I know what it is to not trust sleep as mine was often invaded by a drunken father who needed company when he got home. I can relate to that uncertainty that can replace the simple dignity of a safe place to rest. Sometimes happy other times enraged my father would take us on his nightly journeys. There is one difference though my uncertainty had some certainty. I knew the players, more or less what to expect but the homeless man is opened wide and raw to a world that no doubt feels very unsafe and it cracked him.
Mercedes takes us down the alphabet of despair and sneaks in collective movements. I like how she uses the subversive nature of language by mocking the language of progress and placing it next to words and phrases like “Women’s Memorial Walk” and “Unceded Coast Salish land” which bring us back to reality. In these movements there is anger but not one turned inward it is facing in the right direction and it is the wind in the sails of those who fight for change. This sad, lonely man on the train appeared to have turned his anger inward, to have given up and we all know that we are never more dangerous than when we have nothing to lose. Perhaps it is this fact that made his words so frightening.

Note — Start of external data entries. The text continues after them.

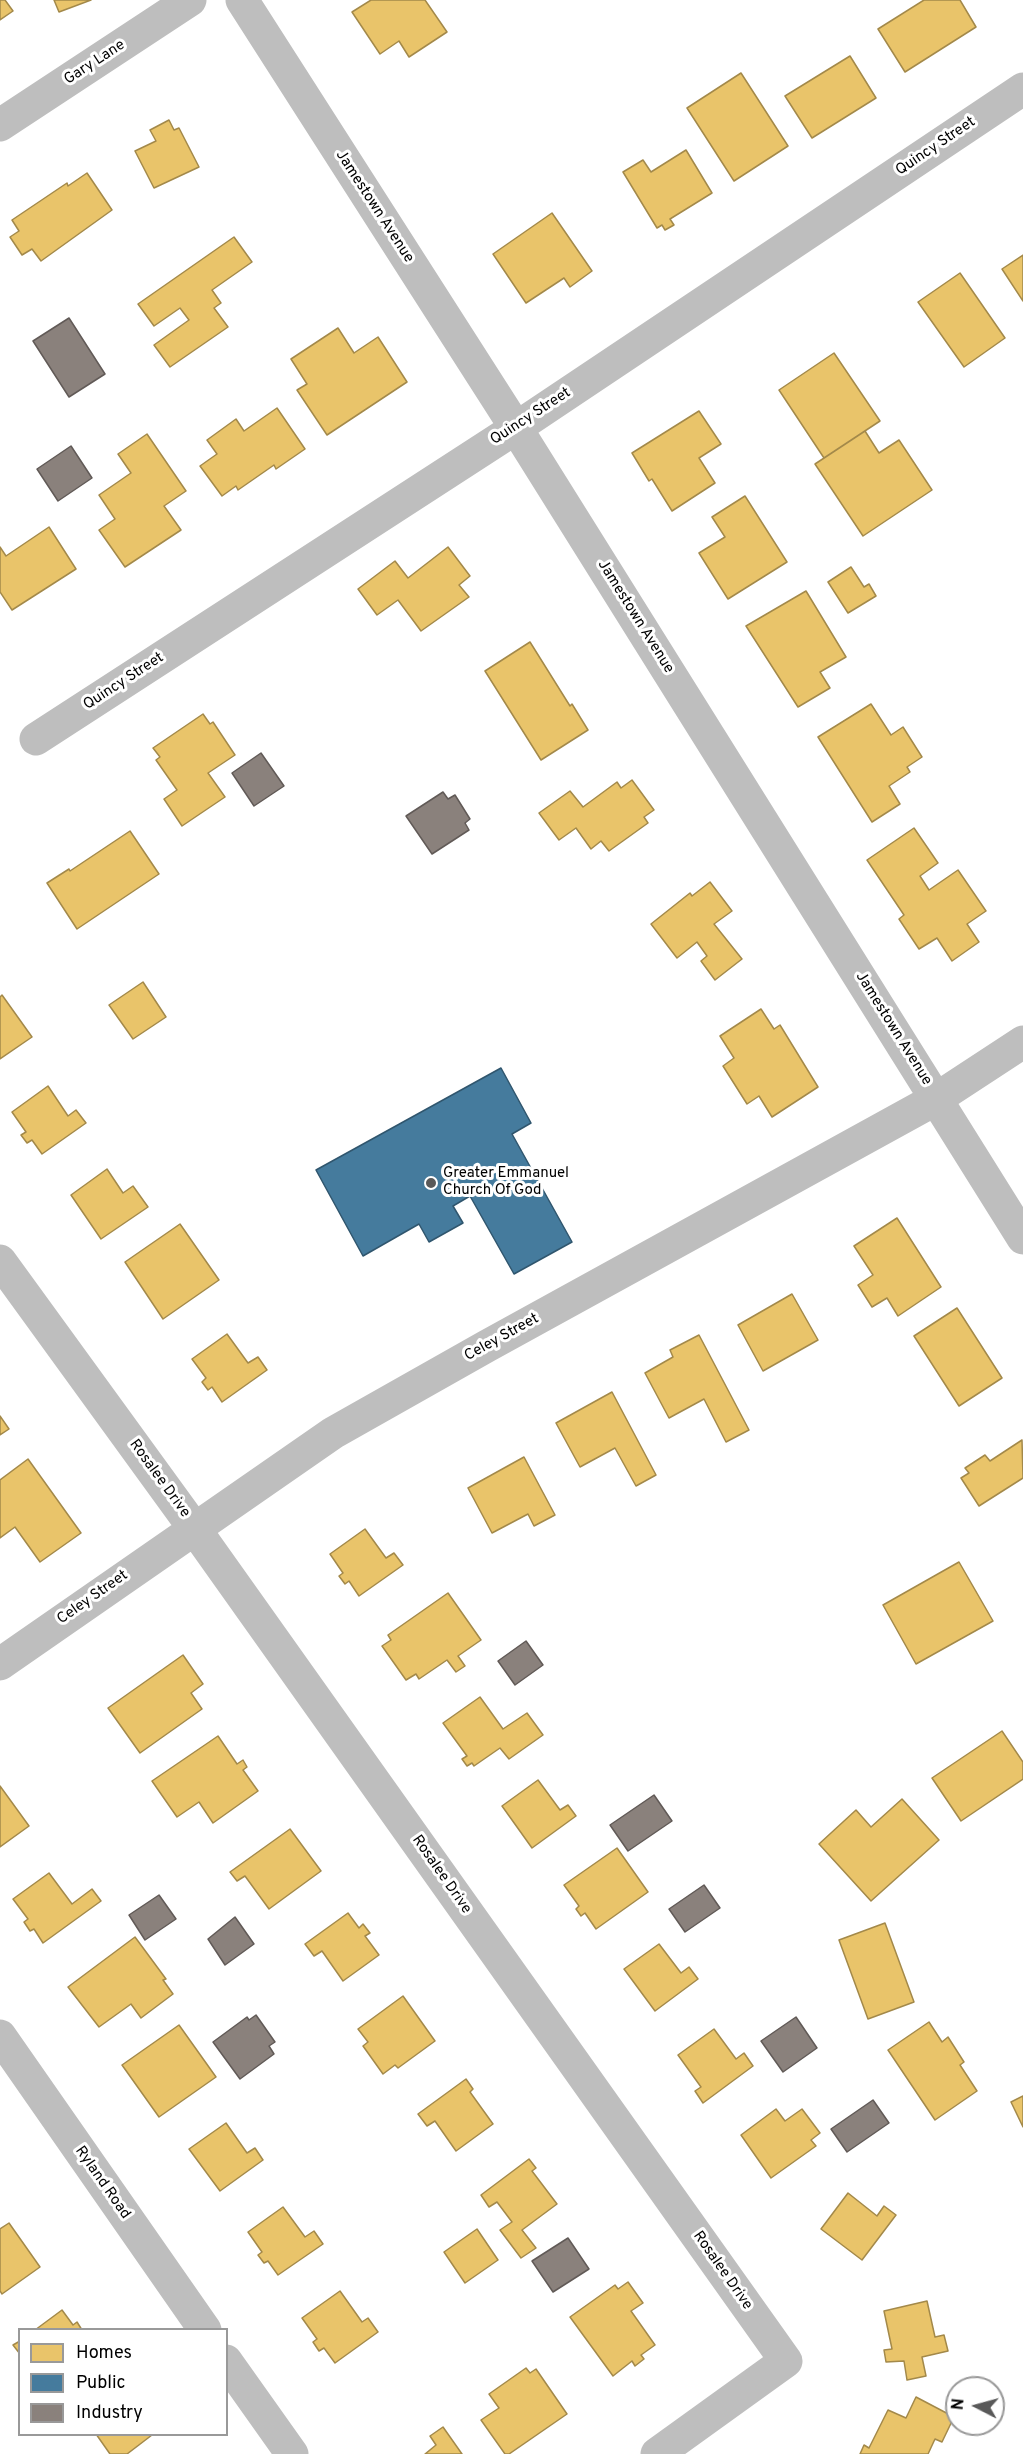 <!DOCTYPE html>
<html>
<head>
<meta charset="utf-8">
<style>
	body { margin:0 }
	#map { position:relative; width:1023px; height:2454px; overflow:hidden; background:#fff; font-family:Overpass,sans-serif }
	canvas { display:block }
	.legend { position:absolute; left:18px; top:2328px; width:210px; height:108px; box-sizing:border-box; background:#fff; border:2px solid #999; margin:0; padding:8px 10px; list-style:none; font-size:18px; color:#000 }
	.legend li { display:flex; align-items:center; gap:12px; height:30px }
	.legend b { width:30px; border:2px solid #999 }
	.north { position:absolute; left:945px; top:2376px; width:60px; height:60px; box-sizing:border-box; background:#fff; border:2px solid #999; border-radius:50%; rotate:276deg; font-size:16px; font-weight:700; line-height:24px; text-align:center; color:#000 }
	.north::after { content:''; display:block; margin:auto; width:21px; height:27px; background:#595959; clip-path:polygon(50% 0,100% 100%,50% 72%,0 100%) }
</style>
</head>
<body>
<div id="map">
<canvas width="1023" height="2454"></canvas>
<ul class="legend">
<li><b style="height:16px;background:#e9c46a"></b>Homes</li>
<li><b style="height:16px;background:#457b9d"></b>Public</li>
<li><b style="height:16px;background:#8a817c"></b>Industry</li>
</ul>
<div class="north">N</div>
</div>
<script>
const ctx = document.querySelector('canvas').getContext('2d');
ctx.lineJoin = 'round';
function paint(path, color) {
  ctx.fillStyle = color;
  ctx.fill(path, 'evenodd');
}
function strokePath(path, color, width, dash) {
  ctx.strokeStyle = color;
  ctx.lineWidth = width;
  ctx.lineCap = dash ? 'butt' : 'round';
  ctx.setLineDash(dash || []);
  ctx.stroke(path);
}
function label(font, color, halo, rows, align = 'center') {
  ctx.font = font + ' Overpass,sans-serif';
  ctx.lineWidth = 6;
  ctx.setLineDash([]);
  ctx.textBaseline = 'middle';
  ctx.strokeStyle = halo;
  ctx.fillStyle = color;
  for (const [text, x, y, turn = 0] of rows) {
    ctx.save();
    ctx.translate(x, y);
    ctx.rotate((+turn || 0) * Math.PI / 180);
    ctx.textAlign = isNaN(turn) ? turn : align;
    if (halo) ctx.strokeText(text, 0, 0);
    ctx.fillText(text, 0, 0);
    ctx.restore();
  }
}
const homes = new Path2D(`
	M0 0H5L13 11 0 20Z
	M54 0H91L59 12Z
	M371 0H425L447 32 409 57 399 41 380 54 352 12Z
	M924 0H960L976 27 905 72 878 29Z
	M850 56 876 98 812 138 785 96Z
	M741 73 788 146 734 181 687 108Z
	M169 120 174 130 179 128 199 167 154 188 135 151 156 141 150 130Z
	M686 150 712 193 670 219 674 225 665 230 662 225 657 228 623 172 643 160 651 172Z
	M87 173 112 210 41 261 32 249 22 255 10 237 19 231 12 220 67 183 68 186Z
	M552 213 592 271 570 287 564 278 526 303 493 254Z
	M234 237 252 262 212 290 221 303 214 308 228 327 170 367 154 345 189 320 180 308 154 326 138 304Z
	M1023 255V301L1002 269Z
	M960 273 1005 338 964 367 918 302Z
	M338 328 354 353 378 337 407 382 327 435 297 390 307 384 291 359Z
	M834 353 880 421 824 458 779 390Z
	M277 408 305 449 276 469 274 465 238 490 236 486 222 496 200 466 217 454 207 440 236 419 244 431Z
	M699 411 721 444 699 458 715 483 672 511 652 479 649 481 632 453Z
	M865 431 879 453 899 440 932 490 863 536 815 464Z
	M147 434 186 491 164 506 181 530 125 567 99 530 115 519 99 495 131 473 118 454Z
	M745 496 787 562 728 599 699 553 725 537 712 517Z
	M49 527 76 569 12 610 0 592V547L6 556Z
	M448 547 470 576 459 585 469 597 421 631 398 600 377 615 358 589 395 561 408 578Z
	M851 567 864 587 869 584 876 596 848 613 828 582Z
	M806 591 846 657 820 672 830 688 798 707 746 626Z
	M530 642 570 706 572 704 588 730 541 760 485 671Z
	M871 704 891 735 903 727 922 757 907 767 910 772 889 786 900 804 872 822 818 737Z
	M203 714 210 724 213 722 235 755 208 773 225 797 182 826 164 799 177 790 156 760 160 757 153 748Z
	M632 780 654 810 644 817 648 823 609 851 601 841 591 849 576 828 559 840 539 813 570 791 583 807 617 782 621 788Z
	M914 828 938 863 920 876 929 890 958 870 986 911 967 924 979 942 952 961 937 938 919 949 899 919 904 915 867 860Z
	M130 831 159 874 77 929 47 883 69 869 70 871Z
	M710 882 732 911 714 924 742 959 715 980 701 961 707 956 697 942 677 958 651 924 690 893 692 896Z
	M143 982 166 1017 133 1039 109 1005Z
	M2 995 32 1037 0 1059V997Z
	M761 1009 774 1029 780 1025 818 1087 772 1117 759 1096 747 1104 723 1066 734 1058 720 1036Z
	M48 1086 68 1116 76 1110 86 1123 42 1154 32 1140 27 1143 21 1135 26 1132 12 1112Z
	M107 1169 123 1193 133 1186 148 1207 101 1239 71 1195Z
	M897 1218 941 1287 898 1316 887 1298 872 1307 858 1285 873 1275 854 1246Z
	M180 1224 219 1280 163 1319 125 1262Z
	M792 1294 818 1340 763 1371 738 1325Z
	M957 1308 1002 1378 959 1406 914 1336Z
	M227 1334 248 1363 258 1357 267 1370 222 1402 212 1387 208 1390 202 1382 206 1378 192 1359Z
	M699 1335 749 1430 726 1442 704 1399 669 1418 645 1373 673 1357 670 1350Z
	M612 1392 656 1475 636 1486 615 1448 580 1467 556 1423Z
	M0 1416 9 1429 0 1435Z
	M1022 1440 1023 1478 979 1506 961 1478 969 1473 965 1468 985 1455 990 1461Z
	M524 1457 555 1515 534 1526 528 1514 492 1533 468 1488Z
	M28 1459 81 1533 40 1562 15 1527 0 1538V1480Z
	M365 1529 386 1558 394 1553 403 1565 359 1596 349 1581 345 1584 339 1576 343 1573 330 1554Z
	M959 1562 993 1621 916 1664 883 1605Z
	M448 1593 481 1640 458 1656 465 1666 456 1672 447 1660 419 1679 416 1674 406 1680 382 1646 391 1640 388 1635Z
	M183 1655 203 1684 191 1693 202 1709 140 1753 108 1708Z
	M480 1697 503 1729 527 1713 543 1735 509 1759 500 1748 474 1766 472 1763 467 1766 462 1759 467 1756 443 1723Z
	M1002 1731 1023 1762V1779L961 1821 932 1778Z
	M218 1736 237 1764 243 1760 247 1767 243 1770 258 1791 213 1823 199 1802 177 1817 152 1781Z
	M538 1780 560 1810 568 1805 576 1816 532 1848 502 1806Z
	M0 1786 29 1826 0 1847Z
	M902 1799 939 1840 871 1901 819 1844 856 1810 871 1827Z
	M290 1829 321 1871 269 1909 245 1876 237 1881 230 1872Z
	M617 1848 648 1892 596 1929 585 1913 581 1916 576 1909 579 1906 564 1885Z
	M49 1873 72 1904 92 1889 101 1901 43 1943 34 1929 30 1931 24 1922 28 1919 13 1899Z
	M348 1913 359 1928 363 1924 370 1933 365 1936 379 1955 343 1981 322 1951 314 1956 305 1944Z
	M885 1923 914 2002 868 2019 839 1940Z
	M135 1937 166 1979 163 1980 173 1994 141 2018 131 2004 99 2027 68 1987Z
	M659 1944 681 1973 689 1967 698 1979 655 2011 624 1969Z
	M403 1996 435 2041 398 2068 395 2065 383 2074 363 2046 368 2042 358 2029Z
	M929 2022 942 2042 948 2037 964 2062 960 2065 977 2091 935 2120 888 2050Z
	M179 2025 216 2077 159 2117 122 2065Z
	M714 2029 736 2059 744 2053 753 2066 703 2103 695 2091 701 2087 678 2055Z
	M466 2079 473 2089 470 2092 493 2124 456 2151 435 2121 427 2126 418 2114Z
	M1023 2096V2127L1011 2102Z
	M776 2109 785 2121 802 2109 820 2133 811 2140 816 2146 771 2178 741 2135Z
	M226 2123 247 2153 255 2148 263 2160 220 2191 189 2149Z
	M529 2159 536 2168 532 2171 557 2204 522 2230 536 2248 521 2258 500 2230 512 2222 497 2202 489 2207 481 2195Z
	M848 2193 877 2216 884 2206 896 2215 862 2260 821 2229Z
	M283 2207 305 2237 314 2231 323 2244 278 2275 268 2261 264 2263 258 2255 262 2252 248 2232Z
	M9 2223 40 2267 2 2294 0 2291V2229Z
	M477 2229 498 2260 465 2283 444 2252Z
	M628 2282 643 2303 631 2311 655 2345 641 2355 644 2359 635 2366 632 2361 613 2376 570 2317 615 2285 618 2289Z
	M340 2291 362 2322 368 2318 378 2332 335 2363 324 2348 319 2351 313 2342 317 2339 302 2318Z
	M927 2301 935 2337 944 2335 948 2351 922 2357 926 2376 907 2380 904 2361 886 2362 884 2350 892 2349 884 2311Z
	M62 2310 73 2325 77 2322 82 2330H35Z
	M20 2341V2354L13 2345Z
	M526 2368 530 2373 536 2369 567 2414 509 2454H505L481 2420 499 2408 489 2394Z
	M916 2397 954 2417 942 2442 935 2439 928 2454H860L864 2445 869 2448 888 2410 906 2418Z
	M443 2427 462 2454H425L436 2445 430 2436Z
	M96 2434H151L152 2435 127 2454H110Z`);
paint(homes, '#e9c46a');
strokePath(homes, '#a3894a', 1.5);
const public = new Path2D(`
	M501 1068 531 1123 512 1134 572 1242 514 1274 470 1196 453 1206 463 1223 429 1242 419 1224 363 1256 316 1170Z`);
paint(public, '#457b9d');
strokePath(public, '#30566e', 1.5);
const industry = new Path2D(`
	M69 318 105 374 69 397 33 341Z
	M71 446 92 478 58 501 37 469Z
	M261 753 284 786 254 806 232 773Z
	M443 792 448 799 455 795 470 819 465 823 469 830 432 854 406 816Z
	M526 1641 543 1665 515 1685 498 1661Z
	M654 1795 672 1821 628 1851 610 1825Z
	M704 1885 720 1908 685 1932 669 1909Z
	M159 1895 176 1919 145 1940 129 1915Z
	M235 1917 254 1944 225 1965 208 1939Z
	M256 2015 275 2042 269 2046 274 2054 240 2079 213 2042 247 2017 249 2020Z
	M796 2017 817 2048 783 2072 761 2041Z
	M873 2100 889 2123 847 2152 831 2129Z
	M568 2238 589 2269 553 2292 532 2261Z`);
paint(industry, '#8a817c');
strokePath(industry, '#615a57', 1.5);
strokePath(new Path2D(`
	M242 0 516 428 1023 1238
	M0 125 190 0
	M36 739 516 428 1023 89
	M0 1261 194 1528 786 2361 657 2454
	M0 1664 333 1433 487 1346 936 1099 1023 1042
	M0 2036 205 2330
	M226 2361 292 2454`), '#bebebe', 33);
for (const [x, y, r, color] of [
	[431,1183,6,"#595959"]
]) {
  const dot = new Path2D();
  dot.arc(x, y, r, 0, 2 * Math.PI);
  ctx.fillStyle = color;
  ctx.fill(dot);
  strokePath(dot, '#fff', 2);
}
label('15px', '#000', '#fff', [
	["Gary Lane",95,63,-33],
	["Quincy Street",936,147,-34],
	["Jamestown Avenue",374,207,57],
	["Quincy Street",531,417,-33],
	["Jamestown Avenue",635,617,58],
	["Quincy Street",124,682,-33],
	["Jamestown Avenue",893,1029,58],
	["Celey Street",502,1338,-29],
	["Rosalee Drive",159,1479,54],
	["Celey Street",93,1598,-35],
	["Rosalee Drive",441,1875,55],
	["Ryland Road",102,2183,55],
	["Rosalee Drive",722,2271,55]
]);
label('15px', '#000', '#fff', [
	["Greater Emmanuel",443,1174],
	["Church Of God",443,1191]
], 'left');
</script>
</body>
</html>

~ All my relations ~ Jonina
p.s. Many thanks to Betsy for inviting me to be the guest reader this month. I so enjoy reading the pieces you offer and have found the conversation offers time to contemplate the meaning of each piece. Thank you Mercedes and Betsy for your offering of words and the invitation to dialogue.
These excerpts read like a decoder ring message.
Places for people.
Oscar, displaced. In Denis’ place. Construction around her creating new space.
Netflix taking over video store space, the virtual displacing the tangible. Now our entertainment requires less space, but that hasn’t freed up any space for, say, empathy. People in need: the man on the train.
The space around us is getting bigger (personal space) and we like it that way.
B bourgeois sanctuary
The mentally ill get right inside personal space and poke around. Where else is there? “I’m afraid of me. Afraid of you. I don’t know what to do. I’m so afraid. I can’t go on like this. I’m so afraid … afraid what I might do to you.”
Way to cut to the chase, buddy. Right on the nose.
Cringe at the mother’s choice to cover her daughter’s ears. But I empathize. What else can you do but protect your kids?
S social housing now!
Mercedes and I met in person (we had before on the page) last April. We were the featured readers in Lunch Poems at SFU. It was left up to us to decide the reading order. As we discussed it Oscar experienced something she rarely experiences. When she acknowledged her reading would be “kinda heavy” Mercedes immediately replied “Mine is too!” And, they laughed with mutual relief. It was an intense reading in which everyone was deeply engaged and Oscar knew she wanted to “read” again with Mercedes in the salon. Mercedes’ line “Y youyouyouyouyou” will forever be lodged in Oscar’s head.That said, you dear readers, continue to be the salon. One thing that struck me about the comments this month is the ways in which you are extending our texts with your own thoughts and writing. Taking it further! This is when writing is at its full force.